#### [Your objective]
Beneath this task are records; count the lines among them that contain the word "Fertigung" and answer with the number only.

[Stored data]
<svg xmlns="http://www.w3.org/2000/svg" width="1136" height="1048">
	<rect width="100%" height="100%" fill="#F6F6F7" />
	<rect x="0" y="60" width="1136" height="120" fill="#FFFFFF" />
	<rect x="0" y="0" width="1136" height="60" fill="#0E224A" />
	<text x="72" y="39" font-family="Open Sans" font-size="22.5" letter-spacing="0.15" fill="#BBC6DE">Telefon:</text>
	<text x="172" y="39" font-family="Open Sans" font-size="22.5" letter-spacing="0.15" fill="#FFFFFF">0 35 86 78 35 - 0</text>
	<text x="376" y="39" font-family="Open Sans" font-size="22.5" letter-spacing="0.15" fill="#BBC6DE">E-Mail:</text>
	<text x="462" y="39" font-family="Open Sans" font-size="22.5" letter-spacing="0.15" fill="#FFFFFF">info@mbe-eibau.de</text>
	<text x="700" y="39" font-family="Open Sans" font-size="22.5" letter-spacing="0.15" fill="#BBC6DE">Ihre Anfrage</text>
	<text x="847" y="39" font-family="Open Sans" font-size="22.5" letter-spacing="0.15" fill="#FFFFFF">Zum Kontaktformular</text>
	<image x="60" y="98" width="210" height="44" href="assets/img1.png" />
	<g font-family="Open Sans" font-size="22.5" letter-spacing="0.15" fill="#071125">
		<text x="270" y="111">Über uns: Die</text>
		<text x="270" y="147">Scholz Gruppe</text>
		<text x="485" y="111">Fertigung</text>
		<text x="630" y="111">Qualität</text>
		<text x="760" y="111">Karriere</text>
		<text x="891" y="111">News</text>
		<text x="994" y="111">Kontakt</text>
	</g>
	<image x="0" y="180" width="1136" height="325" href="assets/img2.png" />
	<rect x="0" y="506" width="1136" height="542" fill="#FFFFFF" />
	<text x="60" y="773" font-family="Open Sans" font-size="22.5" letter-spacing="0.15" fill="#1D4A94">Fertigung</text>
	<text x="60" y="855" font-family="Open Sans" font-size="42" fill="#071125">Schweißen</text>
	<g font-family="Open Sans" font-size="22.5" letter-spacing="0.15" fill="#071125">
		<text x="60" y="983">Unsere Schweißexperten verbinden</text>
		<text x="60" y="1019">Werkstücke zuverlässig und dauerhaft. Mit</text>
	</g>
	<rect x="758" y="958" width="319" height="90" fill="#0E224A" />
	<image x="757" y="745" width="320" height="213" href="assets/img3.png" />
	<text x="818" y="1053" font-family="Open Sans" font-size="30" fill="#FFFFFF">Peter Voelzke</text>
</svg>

#### [Problem solution]
2